Determining & implementing transboundary resource allocation
The recommended allocation option is defined as the one with the greater expected stakeholder satisfaction, which is calculated based on inputs and structure of the Bayesian decision network. Recognizing uncertainties about elicited predictions and satisfaction levels, analysts conduct a sensitivity analysis explore whether the recommended allocation changes depending on the set of inputs used for the analysis. In particular, they run the analysis twice: once using the averaged inputs and then a second time based only the input (from the individual) for each variable that is most favorable for the opposing allocation option (i.e., the option with the lower expected satisfaction under the averaged inputs). If the recommendation changes following the second model run, then the analysts use results from both model runs to calculate the expected value of perfect information. This calculation represents the expected percent increase in satisfaction if the uncertainties about the variables and relationships in the model are fully resolved through further research. This provides a way to check the robustness of the recommended allocation to uncertainty and can lead to recommendations for further research to improve decision-making.
Conducting the sensitivity analysis requires expertise in multi-criteria decision analysis, Bayesian belief networks, and calculating the expected value of perfect information.

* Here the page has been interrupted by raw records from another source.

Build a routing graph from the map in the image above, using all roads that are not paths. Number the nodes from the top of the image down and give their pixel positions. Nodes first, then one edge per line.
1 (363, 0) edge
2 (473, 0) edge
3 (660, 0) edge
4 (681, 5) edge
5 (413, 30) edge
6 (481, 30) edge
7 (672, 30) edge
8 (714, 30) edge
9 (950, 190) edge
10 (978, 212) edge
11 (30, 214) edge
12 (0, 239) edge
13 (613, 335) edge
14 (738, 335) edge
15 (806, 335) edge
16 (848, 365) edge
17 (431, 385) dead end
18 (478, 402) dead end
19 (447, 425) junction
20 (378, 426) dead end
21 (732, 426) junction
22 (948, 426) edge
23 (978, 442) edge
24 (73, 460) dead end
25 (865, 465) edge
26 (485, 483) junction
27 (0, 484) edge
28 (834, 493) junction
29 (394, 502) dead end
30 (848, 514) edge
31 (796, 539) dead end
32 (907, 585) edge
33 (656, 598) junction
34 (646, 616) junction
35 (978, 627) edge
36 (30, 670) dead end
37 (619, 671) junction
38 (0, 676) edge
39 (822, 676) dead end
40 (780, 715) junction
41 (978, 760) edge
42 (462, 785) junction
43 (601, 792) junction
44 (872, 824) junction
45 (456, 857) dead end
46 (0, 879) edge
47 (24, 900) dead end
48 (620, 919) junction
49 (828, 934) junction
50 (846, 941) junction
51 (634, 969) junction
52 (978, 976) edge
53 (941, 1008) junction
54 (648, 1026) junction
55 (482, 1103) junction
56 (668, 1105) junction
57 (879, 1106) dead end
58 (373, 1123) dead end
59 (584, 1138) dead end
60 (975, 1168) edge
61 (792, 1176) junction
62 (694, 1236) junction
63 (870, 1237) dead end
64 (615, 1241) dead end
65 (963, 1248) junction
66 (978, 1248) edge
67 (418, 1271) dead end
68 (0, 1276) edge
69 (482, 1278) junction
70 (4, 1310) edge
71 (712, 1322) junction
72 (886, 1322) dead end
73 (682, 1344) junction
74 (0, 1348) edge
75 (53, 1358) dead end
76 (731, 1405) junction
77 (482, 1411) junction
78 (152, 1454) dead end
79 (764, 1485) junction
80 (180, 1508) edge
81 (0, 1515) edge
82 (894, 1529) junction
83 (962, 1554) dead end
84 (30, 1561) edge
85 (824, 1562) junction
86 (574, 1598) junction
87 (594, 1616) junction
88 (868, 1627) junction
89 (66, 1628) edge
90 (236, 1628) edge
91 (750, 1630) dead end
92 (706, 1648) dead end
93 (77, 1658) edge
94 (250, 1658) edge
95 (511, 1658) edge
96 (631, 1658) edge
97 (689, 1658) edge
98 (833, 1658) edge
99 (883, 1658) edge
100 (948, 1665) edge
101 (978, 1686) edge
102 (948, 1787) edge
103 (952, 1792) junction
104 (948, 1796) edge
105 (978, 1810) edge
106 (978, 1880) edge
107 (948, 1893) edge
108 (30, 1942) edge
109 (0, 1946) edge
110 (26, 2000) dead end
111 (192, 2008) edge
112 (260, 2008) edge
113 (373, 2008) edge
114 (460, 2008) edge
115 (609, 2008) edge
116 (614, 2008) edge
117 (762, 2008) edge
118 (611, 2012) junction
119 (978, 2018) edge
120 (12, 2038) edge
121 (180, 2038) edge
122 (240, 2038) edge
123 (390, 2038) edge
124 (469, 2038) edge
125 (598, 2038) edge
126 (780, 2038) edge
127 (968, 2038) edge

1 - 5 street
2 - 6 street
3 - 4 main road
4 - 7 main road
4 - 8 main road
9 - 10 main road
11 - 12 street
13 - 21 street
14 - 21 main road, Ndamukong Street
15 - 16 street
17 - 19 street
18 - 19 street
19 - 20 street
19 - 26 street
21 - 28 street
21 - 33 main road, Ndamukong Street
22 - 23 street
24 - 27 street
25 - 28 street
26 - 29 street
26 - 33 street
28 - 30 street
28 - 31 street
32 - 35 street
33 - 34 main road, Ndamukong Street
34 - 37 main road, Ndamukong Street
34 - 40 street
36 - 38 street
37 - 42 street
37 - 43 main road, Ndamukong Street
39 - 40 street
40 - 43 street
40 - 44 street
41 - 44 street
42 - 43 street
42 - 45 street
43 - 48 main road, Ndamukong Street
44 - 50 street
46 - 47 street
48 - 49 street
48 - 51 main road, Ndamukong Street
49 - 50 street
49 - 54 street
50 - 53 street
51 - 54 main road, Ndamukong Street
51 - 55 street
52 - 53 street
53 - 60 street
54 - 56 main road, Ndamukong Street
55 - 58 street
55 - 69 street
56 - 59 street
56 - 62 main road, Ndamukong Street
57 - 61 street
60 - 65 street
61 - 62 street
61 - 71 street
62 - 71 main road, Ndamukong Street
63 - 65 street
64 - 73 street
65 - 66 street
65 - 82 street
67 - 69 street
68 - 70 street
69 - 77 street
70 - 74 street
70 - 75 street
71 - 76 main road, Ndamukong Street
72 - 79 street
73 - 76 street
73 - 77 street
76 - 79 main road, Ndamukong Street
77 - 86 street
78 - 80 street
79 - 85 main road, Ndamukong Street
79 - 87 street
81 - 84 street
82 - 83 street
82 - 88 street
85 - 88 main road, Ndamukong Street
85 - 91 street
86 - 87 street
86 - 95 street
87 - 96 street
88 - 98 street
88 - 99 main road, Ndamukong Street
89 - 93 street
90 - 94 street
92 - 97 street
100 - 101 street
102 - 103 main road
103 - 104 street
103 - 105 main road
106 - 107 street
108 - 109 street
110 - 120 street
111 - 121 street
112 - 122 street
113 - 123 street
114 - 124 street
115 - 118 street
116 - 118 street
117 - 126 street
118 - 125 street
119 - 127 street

Using averaged inputs, expected satisfaction with the optimistic allocation option was 11% greater than the status-quo allocation. Some participants indicated that local farmers and agriculture interests were poorly represented at the workshop. When using only those inputs from the agricultural representative at the workshop, the optimistic allocation remained the preferred option by 10%. The status-quo allocation only became preferred when status-quo favourable inputs were used for at least two of the three ultimate objectives. This indicates that if more evidence becomes available that supports the inputs that favour the status-quo allocation, then this could change the recommendation to following the status-quo. If uncertainty about management effectiveness is completely resolved through additional information, expected satisfaction could increase by up to 5%. This is the maximum expected value of conducting further research to inform the decision model.